After the failure of their first semiautomatic pistol design, Smith & Wesson wouldn't return to the autoloader business for almost three decades. Instead, they stuck to building revolvers, where they were a dominant market force.

After the Second World War, however, influenced by the double-action Walther P38 with its hammer-dropping safety, and with the possibility of military contracts dancing in their heads, Smith decided to dip their toe back into that market again.

Carl Hellstrom had recently become president of the company, the first time that post had been held by anyone without the last name "Wesson". Pledging to revive the fortunes of Smith & Wesson, which had nearly gone toes-up during the collapse of the Light Rifle program for England, Hellstrom tapped chief designer Joe Norman to come up with a modern 9mm pistol.

While the US military did test some prototypes, interest in contracts didn't materialize. Smith went ahead and launched the 8-shot single stack 9mm in 1956, dubbing it the "Model 39" the next year, when model numbers were assigned to all Smith handguns.

During the Vietnam War, suppressed Model 39's (referred to as "Hushpuppies") were used by Navy SEALs, and Smith dabbled with a couple samples that were altered to accept double-column Browning High Power style magazines.


In 1971, these widebody pistols entered commercial production as the Model 59, incorporating the latest updates from the newest Model 39-2 variant, including a narrower, shorter extractor that was tensioned by a separate coil spring, to replace the long, flat, self-sprung extractor earlier 39's had used.

Even in a side view from a distance, the Model 59 can be distinguished from its lower-capacity forebear by the step in the aluminum alloy frame just aft of the slide stop, where it's widened to accommodate the fatter double-stack magazine, and by the flat backstrap, replacing the arched curve of the one on the 39. This helped keep the grip diameter to manageable proportions.

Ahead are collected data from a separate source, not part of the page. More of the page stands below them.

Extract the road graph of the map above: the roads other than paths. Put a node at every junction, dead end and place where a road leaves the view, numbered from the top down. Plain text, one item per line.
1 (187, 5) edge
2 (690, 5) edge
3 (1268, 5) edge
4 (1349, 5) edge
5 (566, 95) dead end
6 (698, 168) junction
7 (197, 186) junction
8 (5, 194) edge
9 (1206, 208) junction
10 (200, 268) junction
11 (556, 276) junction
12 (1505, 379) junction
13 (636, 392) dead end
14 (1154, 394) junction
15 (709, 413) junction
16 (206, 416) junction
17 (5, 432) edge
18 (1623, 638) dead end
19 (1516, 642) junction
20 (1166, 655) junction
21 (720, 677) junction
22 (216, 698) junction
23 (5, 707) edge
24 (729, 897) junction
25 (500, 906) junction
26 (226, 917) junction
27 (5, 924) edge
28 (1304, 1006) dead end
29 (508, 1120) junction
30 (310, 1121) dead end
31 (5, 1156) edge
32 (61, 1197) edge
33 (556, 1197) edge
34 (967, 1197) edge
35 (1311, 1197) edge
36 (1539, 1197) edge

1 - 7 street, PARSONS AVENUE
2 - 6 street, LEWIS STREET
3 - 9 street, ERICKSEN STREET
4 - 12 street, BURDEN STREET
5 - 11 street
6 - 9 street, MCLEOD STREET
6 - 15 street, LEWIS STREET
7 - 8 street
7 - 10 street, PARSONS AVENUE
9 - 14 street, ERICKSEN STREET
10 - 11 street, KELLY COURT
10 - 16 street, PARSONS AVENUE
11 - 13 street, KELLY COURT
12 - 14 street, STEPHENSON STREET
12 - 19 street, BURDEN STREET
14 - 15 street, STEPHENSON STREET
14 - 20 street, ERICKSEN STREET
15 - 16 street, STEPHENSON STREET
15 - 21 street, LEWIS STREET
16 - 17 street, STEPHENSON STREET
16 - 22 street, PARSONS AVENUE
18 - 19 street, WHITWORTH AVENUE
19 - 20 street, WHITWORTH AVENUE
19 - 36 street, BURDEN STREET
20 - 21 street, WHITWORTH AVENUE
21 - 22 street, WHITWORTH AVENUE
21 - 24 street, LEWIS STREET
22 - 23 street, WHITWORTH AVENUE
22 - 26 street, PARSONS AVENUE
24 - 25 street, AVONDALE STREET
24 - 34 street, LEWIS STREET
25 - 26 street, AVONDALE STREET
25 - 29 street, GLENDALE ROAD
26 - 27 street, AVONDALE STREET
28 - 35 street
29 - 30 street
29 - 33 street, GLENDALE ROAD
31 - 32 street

By combining the double-stack magazine of the Browning High Power and the DA/SA action with hammer-dropping safety of the Walther P-38, the Smith & Wesson 59 presaged the next generation of autoloading pistols, called "WonderNines" in the gun rags of the day.

They were increasingly successful with law enforcement agencies in the US and remained in the catalog through 1982, after which it was replaced by its improved "Second Generation" successors: the Model 459 (carbon steel slide, alloy frame), Model 559 (carbon steel slide & frame), and Model 659 (stainless steel slide & frame).

The above example, a nickeled version, was purchased from my local gun shop late last year for around $400. It shows few signs of use, and all the controls and small parts still show the high-polished blue finish they came with from the factory.